## WHAT YOU ARE ASKED TO DO
A verbatim copy of every entry is required.

═════ MATERIAL PROVIDED

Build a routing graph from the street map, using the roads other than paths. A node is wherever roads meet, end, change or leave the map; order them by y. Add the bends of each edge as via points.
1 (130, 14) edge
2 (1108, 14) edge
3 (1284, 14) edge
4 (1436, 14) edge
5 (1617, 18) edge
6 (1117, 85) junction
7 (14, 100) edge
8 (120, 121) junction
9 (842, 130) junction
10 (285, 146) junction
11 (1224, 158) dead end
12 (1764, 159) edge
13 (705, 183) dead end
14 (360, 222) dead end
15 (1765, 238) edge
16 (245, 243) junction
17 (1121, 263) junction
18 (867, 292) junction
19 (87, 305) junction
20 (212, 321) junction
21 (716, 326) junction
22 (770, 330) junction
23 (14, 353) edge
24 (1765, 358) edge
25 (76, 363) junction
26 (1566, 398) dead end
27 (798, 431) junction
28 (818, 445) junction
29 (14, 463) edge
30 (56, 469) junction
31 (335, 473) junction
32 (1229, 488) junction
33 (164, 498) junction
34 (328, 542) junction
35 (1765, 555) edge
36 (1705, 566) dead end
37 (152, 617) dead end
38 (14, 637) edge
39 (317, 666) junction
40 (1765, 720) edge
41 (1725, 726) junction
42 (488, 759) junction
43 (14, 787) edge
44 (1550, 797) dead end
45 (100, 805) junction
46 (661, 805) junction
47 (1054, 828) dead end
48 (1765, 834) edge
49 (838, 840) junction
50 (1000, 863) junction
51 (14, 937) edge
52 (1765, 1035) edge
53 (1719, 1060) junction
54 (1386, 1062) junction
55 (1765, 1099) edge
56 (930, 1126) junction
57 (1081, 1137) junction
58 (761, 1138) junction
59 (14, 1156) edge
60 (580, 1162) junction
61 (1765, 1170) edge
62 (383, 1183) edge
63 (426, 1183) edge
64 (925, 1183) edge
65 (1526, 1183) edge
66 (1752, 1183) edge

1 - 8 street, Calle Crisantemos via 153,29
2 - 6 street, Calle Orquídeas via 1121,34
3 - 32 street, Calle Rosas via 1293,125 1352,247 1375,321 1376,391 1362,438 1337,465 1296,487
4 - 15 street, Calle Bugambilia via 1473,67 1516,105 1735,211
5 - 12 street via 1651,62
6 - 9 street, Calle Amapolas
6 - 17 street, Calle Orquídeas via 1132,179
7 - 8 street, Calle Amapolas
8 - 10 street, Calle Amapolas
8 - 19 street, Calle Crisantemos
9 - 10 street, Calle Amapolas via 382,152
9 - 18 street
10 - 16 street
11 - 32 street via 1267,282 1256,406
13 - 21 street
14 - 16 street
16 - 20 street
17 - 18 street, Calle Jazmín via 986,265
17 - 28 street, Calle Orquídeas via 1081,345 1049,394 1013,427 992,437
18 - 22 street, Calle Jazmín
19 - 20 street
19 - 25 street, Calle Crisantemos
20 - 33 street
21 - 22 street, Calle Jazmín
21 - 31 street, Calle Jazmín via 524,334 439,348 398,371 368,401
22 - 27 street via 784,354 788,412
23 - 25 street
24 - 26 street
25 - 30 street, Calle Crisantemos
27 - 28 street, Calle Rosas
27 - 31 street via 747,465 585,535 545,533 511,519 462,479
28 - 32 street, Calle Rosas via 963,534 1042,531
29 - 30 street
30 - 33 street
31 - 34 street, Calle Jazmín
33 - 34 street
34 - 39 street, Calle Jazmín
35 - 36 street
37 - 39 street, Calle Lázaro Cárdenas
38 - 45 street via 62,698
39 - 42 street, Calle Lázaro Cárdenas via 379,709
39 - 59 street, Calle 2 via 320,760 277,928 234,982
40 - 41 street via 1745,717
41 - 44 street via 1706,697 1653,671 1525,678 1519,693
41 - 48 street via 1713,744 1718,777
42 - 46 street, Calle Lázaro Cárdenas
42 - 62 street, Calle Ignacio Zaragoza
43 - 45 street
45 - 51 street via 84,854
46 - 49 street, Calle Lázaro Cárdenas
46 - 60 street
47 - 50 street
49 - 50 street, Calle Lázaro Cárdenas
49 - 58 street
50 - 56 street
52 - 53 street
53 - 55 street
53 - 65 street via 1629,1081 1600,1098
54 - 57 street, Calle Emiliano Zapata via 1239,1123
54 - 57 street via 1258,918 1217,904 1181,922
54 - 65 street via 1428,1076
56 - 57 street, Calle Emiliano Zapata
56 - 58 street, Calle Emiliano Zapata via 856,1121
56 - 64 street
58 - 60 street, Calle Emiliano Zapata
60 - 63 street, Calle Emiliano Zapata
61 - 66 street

══════════

## EXERCISE ANSWER
Build a routing graph from the street map, using the roads other than paths. A node is wherever roads meet, end, change or leave the map; order them by y. Add the bends of each edge as via points.
1 (130, 14) edge
2 (1108, 14) edge
3 (1284, 14) edge
4 (1436, 14) edge
5 (1617, 18) edge
6 (1117, 85) junction
7 (14, 100) edge
8 (120, 121) junction
9 (842, 130) junction
10 (285, 146) junction
11 (1224, 158) dead end
12 (1764, 159) edge
13 (705, 183) dead end
14 (360, 222) dead end
15 (1765, 238) edge
16 (245, 243) junction
17 (1121, 263) junction
18 (867, 292) junction
19 (87, 305) junction
20 (212, 321) junction
21 (716, 326) junction
22 (770, 330) junction
23 (14, 353) edge
24 (1765, 358) edge
25 (76, 363) junction
26 (1566, 398) dead end
27 (798, 431) junction
28 (818, 445) junction
29 (14, 463) edge
30 (56, 469) junction
31 (335, 473) junction
32 (1229, 488) junction
33 (164, 498) junction
34 (328, 542) junction
35 (1765, 555) edge
36 (1705, 566) dead end
37 (152, 617) dead end
38 (14, 637) edge
39 (317, 666) junction
40 (1765, 720) edge
41 (1725, 726) junction
42 (488, 759) junction
43 (14, 787) edge
44 (1550, 797) dead end
45 (100, 805) junction
46 (661, 805) junction
47 (1054, 828) dead end
48 (1765, 834) edge
49 (838, 840) junction
50 (1000, 863) junction
51 (14, 937) edge
52 (1765, 1035) edge
53 (1719, 1060) junction
54 (1386, 1062) junction
55 (1765, 1099) edge
56 (930, 1126) junction
57 (1081, 1137) junction
58 (761, 1138) junction
59 (14, 1156) edge
60 (580, 1162) junction
61 (1765, 1170) edge
62 (383, 1183) edge
63 (426, 1183) edge
64 (925, 1183) edge
65 (1526, 1183) edge
66 (1752, 1183) edge

1 - 8 street, Calle Crisantemos via 153,29
2 - 6 street, Calle Orquídeas via 1121,34
3 - 32 street, Calle Rosas via 1293,125 1352,247 1375,321 1376,391 1362,438 1337,465 1296,487
4 - 15 street, Calle Bugambilia via 1473,67 1516,105 1735,211
5 - 12 street via 1651,62
6 - 9 street, Calle Amapolas
6 - 17 street, Calle Orquídeas via 1132,179
7 - 8 street, Calle Amapolas
8 - 10 street, Calle Amapolas
8 - 19 street, Calle Crisantemos
9 - 10 street, Calle Amapolas via 382,152
9 - 18 street
10 - 16 street
11 - 32 street via 1267,282 1256,406
13 - 21 street
14 - 16 street
16 - 20 street
17 - 18 street, Calle Jazmín via 986,265
17 - 28 street, Calle Orquídeas via 1081,345 1049,394 1013,427 992,437
18 - 22 street, Calle Jazmín
19 - 20 street
19 - 25 street, Calle Crisantemos
20 - 33 street
21 - 22 street, Calle Jazmín
21 - 31 street, Calle Jazmín via 524,334 439,348 398,371 368,401
22 - 27 street via 784,354 788,412
23 - 25 street
24 - 26 street
25 - 30 street, Calle Crisantemos
27 - 28 street, Calle Rosas
27 - 31 street via 747,465 585,535 545,533 511,519 462,479
28 - 32 street, Calle Rosas via 963,534 1042,531
29 - 30 street
30 - 33 street
31 - 34 street, Calle Jazmín
33 - 34 street
34 - 39 street, Calle Jazmín
35 - 36 street
37 - 39 street, Calle Lázaro Cárdenas
38 - 45 street via 62,698
39 - 42 street, Calle Lázaro Cárdenas via 379,709
39 - 59 street, Calle 2 via 320,760 277,928 234,982
40 - 41 street via 1745,717
41 - 44 street via 1706,697 1653,671 1525,678 1519,693
41 - 48 street via 1713,744 1718,777
42 - 46 street, Calle Lázaro Cárdenas
42 - 62 street, Calle Ignacio Zaragoza
43 - 45 street
45 - 51 street via 84,854
46 - 49 street, Calle Lázaro Cárdenas
46 - 60 street
47 - 50 street
49 - 50 street, Calle Lázaro Cárdenas
49 - 58 street
50 - 56 street
52 - 53 street
53 - 55 street
53 - 65 street via 1629,1081 1600,1098
54 - 57 street, Calle Emiliano Zapata via 1239,1123
54 - 57 street via 1258,918 1217,904 1181,922
54 - 65 street via 1428,1076
56 - 57 street, Calle Emiliano Zapata
56 - 58 street, Calle Emiliano Zapata via 856,1121
56 - 64 street
58 - 60 street, Calle Emiliano Zapata
60 - 63 street, Calle Emiliano Zapata
61 - 66 street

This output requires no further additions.